### PROBLEM TO WORK ON
Word for word, restate the lines of the data below between those holding "Please list the" and "an edge curves.", inclusive; pictures do not belong in the copy.

### AVAILABLE DATA

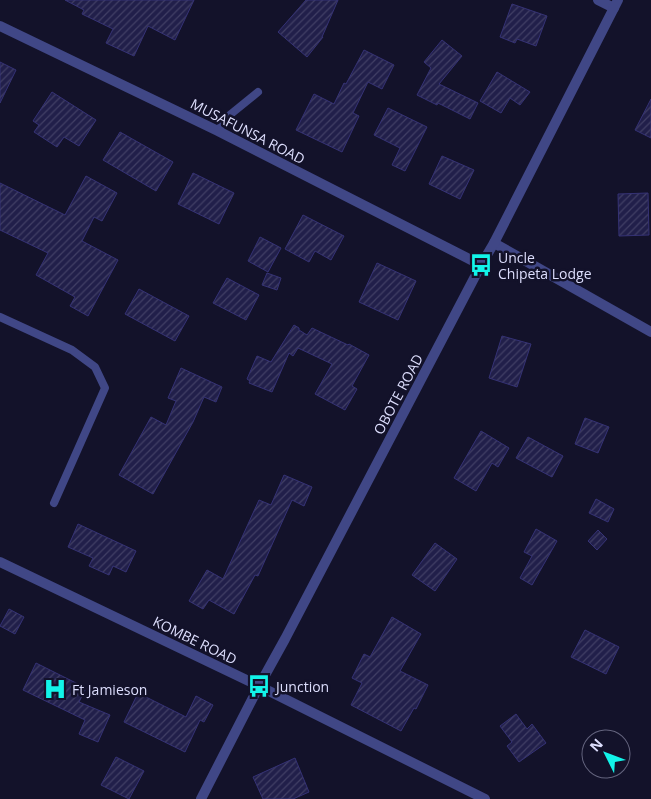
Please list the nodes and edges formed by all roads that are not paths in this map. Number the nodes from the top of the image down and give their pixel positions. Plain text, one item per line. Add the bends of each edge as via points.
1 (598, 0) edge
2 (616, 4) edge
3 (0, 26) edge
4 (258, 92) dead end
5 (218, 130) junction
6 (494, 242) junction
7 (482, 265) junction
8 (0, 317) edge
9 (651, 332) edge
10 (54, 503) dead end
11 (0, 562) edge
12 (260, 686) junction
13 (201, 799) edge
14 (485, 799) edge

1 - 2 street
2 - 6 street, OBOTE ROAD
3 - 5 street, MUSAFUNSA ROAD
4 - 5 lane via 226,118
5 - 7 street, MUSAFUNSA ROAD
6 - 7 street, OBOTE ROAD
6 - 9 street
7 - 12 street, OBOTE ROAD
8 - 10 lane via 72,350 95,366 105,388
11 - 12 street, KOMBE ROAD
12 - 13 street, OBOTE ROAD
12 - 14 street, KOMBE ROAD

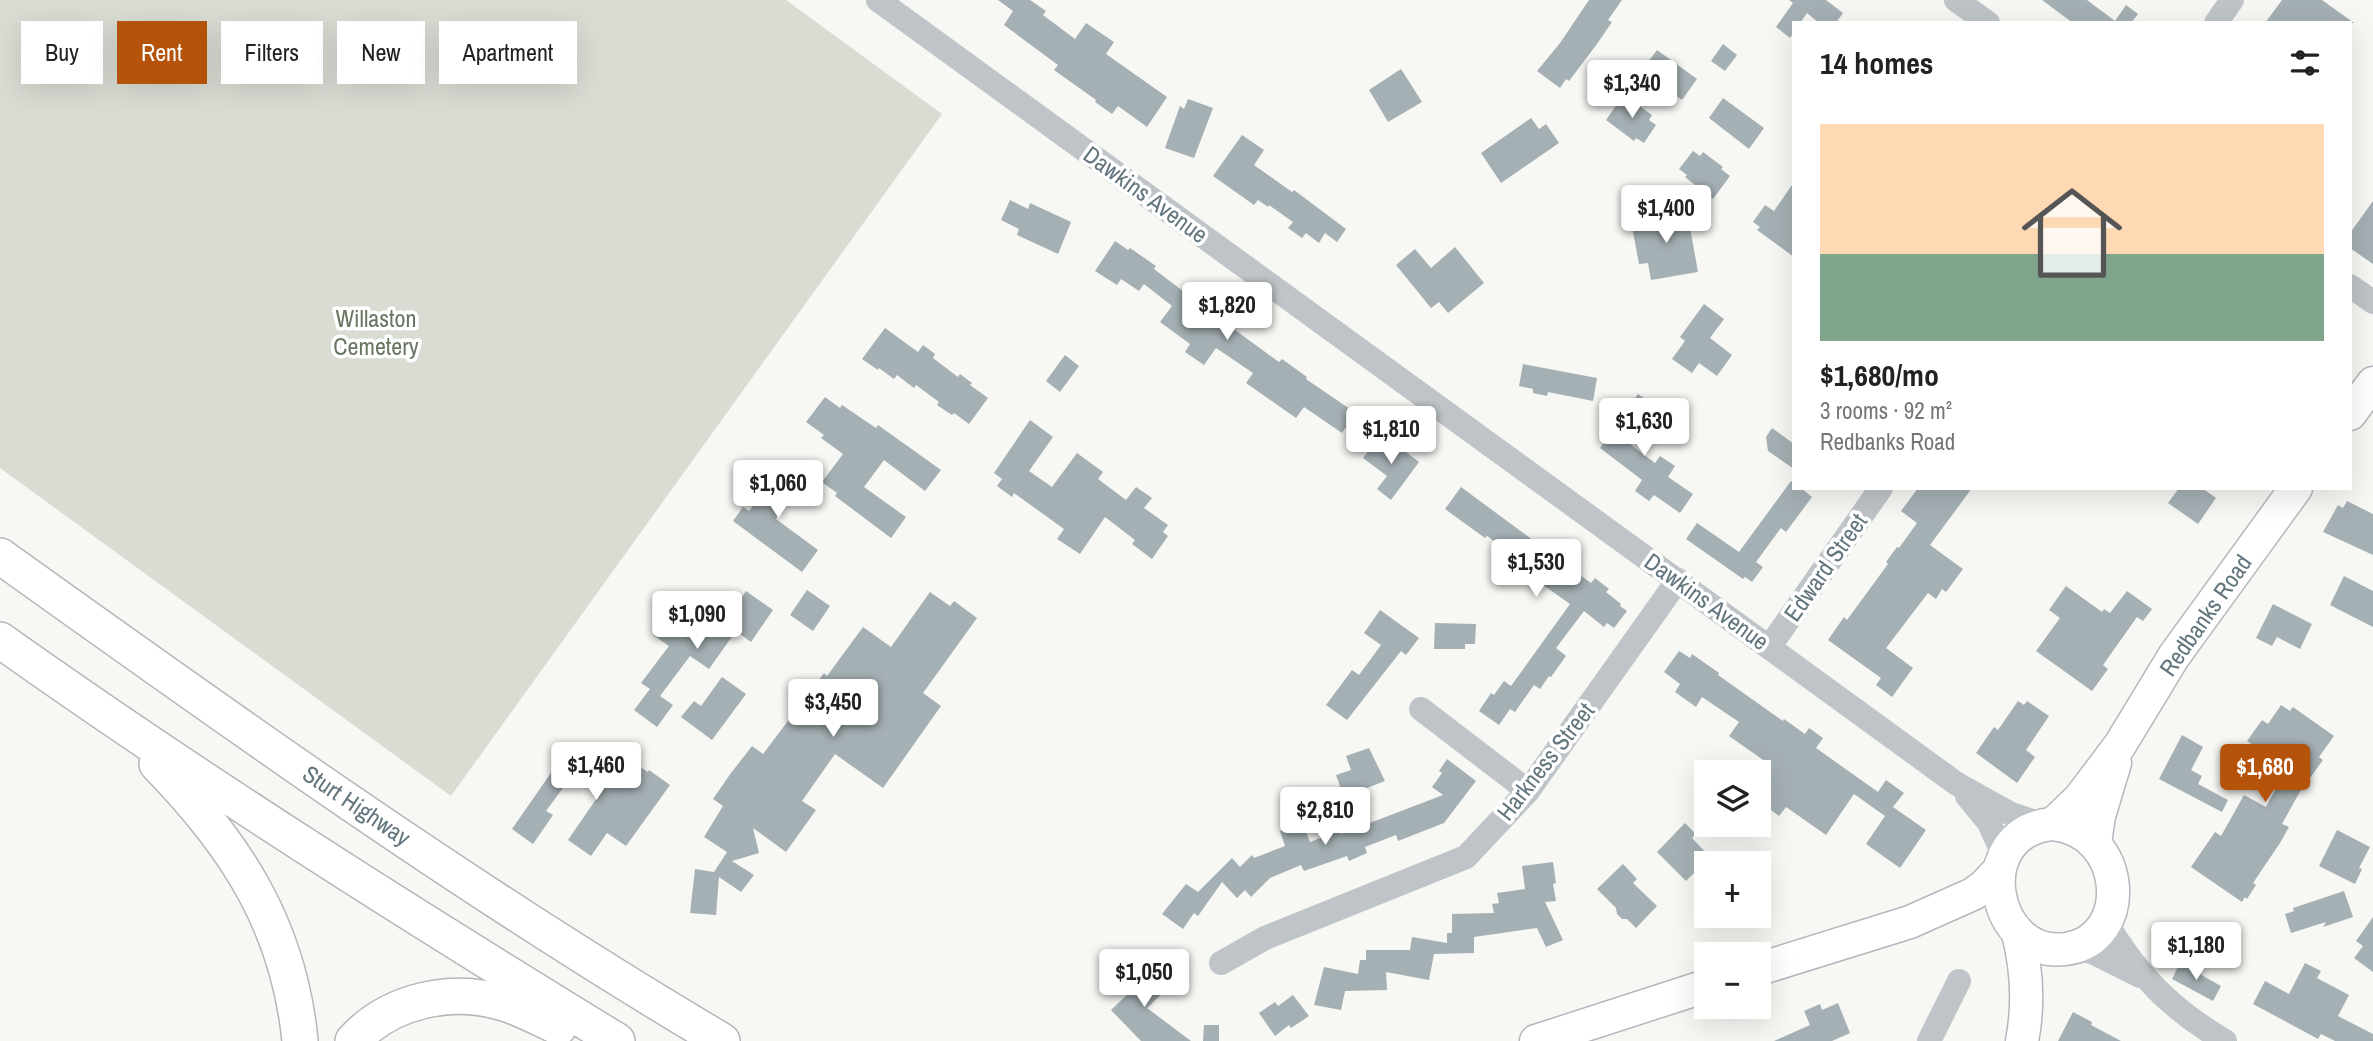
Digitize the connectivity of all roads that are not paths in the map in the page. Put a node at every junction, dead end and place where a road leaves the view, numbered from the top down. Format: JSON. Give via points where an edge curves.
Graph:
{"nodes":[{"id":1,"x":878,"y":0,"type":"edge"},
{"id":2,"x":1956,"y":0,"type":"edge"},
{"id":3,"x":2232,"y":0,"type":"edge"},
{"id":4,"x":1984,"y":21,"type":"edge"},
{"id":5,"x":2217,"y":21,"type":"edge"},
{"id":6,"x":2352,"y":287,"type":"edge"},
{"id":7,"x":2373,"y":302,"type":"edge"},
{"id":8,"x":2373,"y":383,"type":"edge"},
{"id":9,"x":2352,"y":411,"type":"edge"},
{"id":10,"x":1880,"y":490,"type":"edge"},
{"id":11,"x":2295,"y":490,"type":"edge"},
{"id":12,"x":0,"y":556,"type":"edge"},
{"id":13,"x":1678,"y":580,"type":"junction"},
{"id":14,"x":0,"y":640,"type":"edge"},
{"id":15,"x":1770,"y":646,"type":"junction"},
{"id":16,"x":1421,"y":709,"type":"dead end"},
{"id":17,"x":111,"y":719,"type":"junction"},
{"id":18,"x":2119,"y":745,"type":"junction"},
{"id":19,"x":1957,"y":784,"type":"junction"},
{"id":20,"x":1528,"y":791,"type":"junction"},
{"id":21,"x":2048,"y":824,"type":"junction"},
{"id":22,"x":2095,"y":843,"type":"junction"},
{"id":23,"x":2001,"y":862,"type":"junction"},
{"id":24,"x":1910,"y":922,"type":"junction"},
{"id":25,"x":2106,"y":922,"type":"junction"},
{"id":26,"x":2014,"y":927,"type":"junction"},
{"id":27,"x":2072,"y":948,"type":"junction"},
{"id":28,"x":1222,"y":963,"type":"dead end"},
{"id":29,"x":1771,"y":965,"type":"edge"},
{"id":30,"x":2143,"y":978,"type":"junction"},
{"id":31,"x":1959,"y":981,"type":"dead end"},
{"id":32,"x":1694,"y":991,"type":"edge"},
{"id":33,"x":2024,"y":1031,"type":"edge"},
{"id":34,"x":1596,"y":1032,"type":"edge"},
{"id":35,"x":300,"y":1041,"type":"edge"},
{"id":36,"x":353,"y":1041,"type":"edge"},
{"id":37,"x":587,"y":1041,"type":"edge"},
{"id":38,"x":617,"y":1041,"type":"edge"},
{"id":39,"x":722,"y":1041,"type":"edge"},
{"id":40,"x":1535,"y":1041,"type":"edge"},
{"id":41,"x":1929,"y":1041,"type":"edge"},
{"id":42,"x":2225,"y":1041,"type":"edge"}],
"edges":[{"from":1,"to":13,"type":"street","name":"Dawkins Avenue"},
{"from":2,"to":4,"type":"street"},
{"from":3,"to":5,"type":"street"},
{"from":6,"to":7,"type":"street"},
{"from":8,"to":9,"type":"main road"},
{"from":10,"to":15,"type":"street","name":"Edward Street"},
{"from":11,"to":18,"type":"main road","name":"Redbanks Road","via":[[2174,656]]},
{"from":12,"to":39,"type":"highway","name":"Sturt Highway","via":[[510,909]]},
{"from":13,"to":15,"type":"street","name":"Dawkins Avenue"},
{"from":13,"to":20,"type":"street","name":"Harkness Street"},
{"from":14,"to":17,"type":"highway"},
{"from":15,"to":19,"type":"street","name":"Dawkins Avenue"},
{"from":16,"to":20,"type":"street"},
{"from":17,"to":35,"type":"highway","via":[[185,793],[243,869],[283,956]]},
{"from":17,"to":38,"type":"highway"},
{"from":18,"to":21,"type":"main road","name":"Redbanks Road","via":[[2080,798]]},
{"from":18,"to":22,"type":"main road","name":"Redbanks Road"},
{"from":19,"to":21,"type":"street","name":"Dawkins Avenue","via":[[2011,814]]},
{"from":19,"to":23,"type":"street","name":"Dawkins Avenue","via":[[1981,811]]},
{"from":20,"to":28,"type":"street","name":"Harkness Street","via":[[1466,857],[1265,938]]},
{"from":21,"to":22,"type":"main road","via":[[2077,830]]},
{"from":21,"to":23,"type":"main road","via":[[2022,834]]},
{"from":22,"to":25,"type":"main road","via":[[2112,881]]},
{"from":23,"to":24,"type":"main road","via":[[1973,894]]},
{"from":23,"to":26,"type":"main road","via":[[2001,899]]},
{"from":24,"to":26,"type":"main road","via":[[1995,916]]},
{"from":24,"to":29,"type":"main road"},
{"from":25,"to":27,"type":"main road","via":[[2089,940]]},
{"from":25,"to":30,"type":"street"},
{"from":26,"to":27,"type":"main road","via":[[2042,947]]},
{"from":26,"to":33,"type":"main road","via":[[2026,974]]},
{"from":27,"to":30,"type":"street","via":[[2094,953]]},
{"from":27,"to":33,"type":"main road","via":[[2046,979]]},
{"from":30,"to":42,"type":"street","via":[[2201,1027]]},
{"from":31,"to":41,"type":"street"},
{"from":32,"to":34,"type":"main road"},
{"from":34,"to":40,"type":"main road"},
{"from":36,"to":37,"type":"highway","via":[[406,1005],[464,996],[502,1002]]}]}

...

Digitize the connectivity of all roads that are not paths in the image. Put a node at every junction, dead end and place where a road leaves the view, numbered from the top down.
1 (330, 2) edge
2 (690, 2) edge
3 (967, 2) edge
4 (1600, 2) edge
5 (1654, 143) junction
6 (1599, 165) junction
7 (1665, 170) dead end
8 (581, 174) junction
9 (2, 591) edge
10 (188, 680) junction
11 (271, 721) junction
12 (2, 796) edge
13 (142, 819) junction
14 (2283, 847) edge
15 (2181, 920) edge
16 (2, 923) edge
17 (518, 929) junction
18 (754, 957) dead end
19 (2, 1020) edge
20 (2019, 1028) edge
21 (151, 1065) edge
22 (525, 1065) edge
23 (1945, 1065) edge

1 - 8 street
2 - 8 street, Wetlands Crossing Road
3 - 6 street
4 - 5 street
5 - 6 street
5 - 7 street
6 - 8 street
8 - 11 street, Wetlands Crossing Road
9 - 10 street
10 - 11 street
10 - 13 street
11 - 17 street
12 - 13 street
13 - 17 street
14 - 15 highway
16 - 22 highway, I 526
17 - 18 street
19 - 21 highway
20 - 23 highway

### EXERCISE RESPONSE
Please list the nodes and edges formed by all roads that are not paths in this map. Number the nodes from the top of the image down and give their pixel positions. Plain text, one item per line. Add the bends of each edge as via points.
1 (598, 0) edge
2 (616, 4) edge
3 (0, 26) edge
4 (258, 92) dead end
5 (218, 130) junction
6 (494, 242) junction
7 (482, 265) junction
8 (0, 317) edge
9 (651, 332) edge
10 (54, 503) dead end
11 (0, 562) edge
12 (260, 686) junction
13 (201, 799) edge
14 (485, 799) edge

1 - 2 street
2 - 6 street, OBOTE ROAD
3 - 5 street, MUSAFUNSA ROAD
4 - 5 lane via 226,118
5 - 7 street, MUSAFUNSA ROAD
6 - 7 street, OBOTE ROAD
6 - 9 street
7 - 12 street, OBOTE ROAD
8 - 10 lane via 72,350 95,366 105,388
11 - 12 street, KOMBE ROAD
12 - 13 street, OBOTE ROAD
12 - 14 street, KOMBE ROAD

Digitize the connectivity of all roads that are not paths in the map in the page. Put a node at every junction, dead end and place where a road leaves the view, numbered from the top down. Format: JSON. Give via points where an edge curves.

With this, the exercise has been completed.